Filter the entries for lines with the word "dead".
** Opening PROVIDED MATERIAL block **
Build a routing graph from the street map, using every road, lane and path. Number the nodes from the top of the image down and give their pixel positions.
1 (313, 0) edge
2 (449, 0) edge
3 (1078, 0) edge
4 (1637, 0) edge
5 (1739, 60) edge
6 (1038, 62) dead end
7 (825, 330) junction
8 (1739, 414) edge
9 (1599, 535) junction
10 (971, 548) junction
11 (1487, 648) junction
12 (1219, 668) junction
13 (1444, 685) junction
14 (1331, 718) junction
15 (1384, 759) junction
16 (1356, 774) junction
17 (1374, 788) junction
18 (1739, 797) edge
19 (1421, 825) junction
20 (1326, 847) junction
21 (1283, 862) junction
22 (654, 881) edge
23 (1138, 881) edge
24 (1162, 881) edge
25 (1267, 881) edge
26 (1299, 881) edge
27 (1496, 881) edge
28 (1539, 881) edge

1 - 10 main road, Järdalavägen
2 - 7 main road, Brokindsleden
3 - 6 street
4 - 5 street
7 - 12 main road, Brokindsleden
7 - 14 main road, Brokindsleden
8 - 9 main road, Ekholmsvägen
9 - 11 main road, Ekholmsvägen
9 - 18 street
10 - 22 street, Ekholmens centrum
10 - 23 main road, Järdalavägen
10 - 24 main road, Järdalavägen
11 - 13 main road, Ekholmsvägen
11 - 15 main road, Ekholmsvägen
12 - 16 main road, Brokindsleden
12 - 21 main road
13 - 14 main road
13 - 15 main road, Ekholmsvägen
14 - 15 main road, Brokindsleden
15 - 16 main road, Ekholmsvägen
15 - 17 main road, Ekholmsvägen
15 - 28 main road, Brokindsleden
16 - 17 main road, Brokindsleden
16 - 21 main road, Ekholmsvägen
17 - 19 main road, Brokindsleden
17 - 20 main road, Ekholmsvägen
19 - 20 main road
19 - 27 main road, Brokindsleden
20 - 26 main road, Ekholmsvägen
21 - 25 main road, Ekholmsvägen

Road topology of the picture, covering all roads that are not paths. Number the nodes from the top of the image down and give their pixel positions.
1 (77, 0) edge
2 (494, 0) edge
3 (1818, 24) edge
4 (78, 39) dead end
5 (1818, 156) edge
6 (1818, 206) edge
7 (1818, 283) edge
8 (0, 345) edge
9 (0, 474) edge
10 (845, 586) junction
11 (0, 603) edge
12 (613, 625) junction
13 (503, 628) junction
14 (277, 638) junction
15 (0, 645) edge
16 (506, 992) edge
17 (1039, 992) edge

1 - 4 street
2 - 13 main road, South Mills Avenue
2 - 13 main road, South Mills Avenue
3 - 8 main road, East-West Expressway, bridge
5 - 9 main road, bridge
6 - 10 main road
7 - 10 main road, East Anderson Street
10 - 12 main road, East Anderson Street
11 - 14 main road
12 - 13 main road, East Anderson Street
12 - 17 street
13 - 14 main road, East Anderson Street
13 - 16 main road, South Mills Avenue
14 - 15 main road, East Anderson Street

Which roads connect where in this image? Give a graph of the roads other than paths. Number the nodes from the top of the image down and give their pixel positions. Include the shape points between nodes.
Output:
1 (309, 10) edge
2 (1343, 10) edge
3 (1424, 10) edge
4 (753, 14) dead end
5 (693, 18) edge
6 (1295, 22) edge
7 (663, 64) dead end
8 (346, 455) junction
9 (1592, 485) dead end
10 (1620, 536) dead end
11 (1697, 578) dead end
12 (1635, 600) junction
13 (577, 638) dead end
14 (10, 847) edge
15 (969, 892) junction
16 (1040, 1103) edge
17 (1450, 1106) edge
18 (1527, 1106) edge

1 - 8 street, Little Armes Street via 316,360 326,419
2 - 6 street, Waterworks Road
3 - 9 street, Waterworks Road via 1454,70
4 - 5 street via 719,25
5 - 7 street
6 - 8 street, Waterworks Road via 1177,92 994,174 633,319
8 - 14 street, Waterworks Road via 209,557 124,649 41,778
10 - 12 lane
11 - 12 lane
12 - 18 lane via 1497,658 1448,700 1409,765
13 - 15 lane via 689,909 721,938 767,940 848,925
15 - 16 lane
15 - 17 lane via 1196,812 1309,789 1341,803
** Closing PROVIDED MATERIAL block **
** PROBLEM SOLUTION **
6 (1038, 62) dead end
4 (78, 39) dead end
4 (753, 14) dead end
7 (663, 64) dead end
9 (1592, 485) dead end
10 (1620, 536) dead end
11 (1697, 578) dead end
13 (577, 638) dead end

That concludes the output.